» WHAT TO DO:
For the entries below, state how many lines include the string "nodes", and write nothing besides that number.

» INPUT DATA:
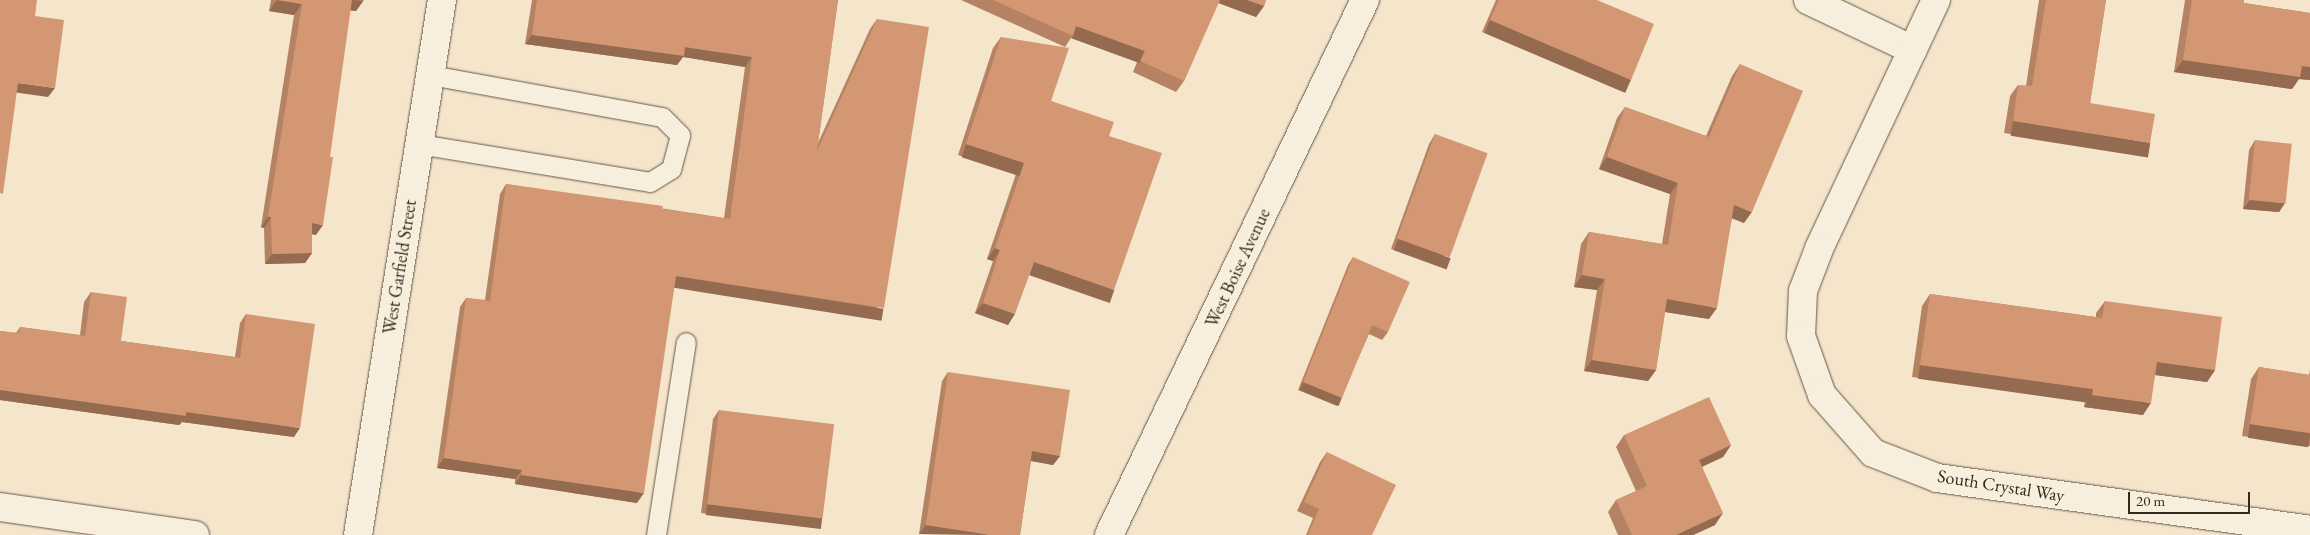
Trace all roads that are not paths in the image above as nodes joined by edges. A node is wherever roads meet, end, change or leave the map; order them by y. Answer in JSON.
{"nodes":[{"id":1,"x":442,"y":0,"type":"edge"},
{"id":2,"x":1365,"y":0,"type":"edge"},
{"id":3,"x":1808,"y":0,"type":"edge"},
{"id":4,"x":1936,"y":0,"type":"edge"},
{"id":5,"x":1913,"y":50,"type":"junction"},
{"id":6,"x":430,"y":75,"type":"junction"},
{"id":7,"x":419,"y":144,"type":"junction"},
{"id":8,"x":686,"y":342,"type":"dead end"},
{"id":9,"x":0,"y":507,"type":"edge"},
{"id":10,"x":2310,"y":530,"type":"edge"},
{"id":11,"x":195,"y":535,"type":"edge"},
{"id":12,"x":358,"y":535,"type":"edge"},
{"id":13,"x":656,"y":535,"type":"edge"},
{"id":14,"x":1109,"y":535,"type":"edge"}],
"edges":[{"from":1,"to":6,"type":"street","name":"West Garfield Street"},
{"from":2,"to":14,"type":"street","name":"West Boise Avenue"},
{"from":3,"to":5,"type":"street"},
{"from":4,"to":5,"type":"street","name":"South Crystal Way"},
{"from":5,"to":10,"type":"street","name":"South Crystal Way"},
{"from":6,"to":7,"type":"street","name":"West Garfield Street"},
{"from":6,"to":7,"type":"lane"},
{"from":7,"to":12,"type":"street","name":"West Garfield Street"},
{"from":8,"to":13,"type":"lane"},
{"from":9,"to":11,"type":"street"}]}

» EXERCISE SOLUTION:
2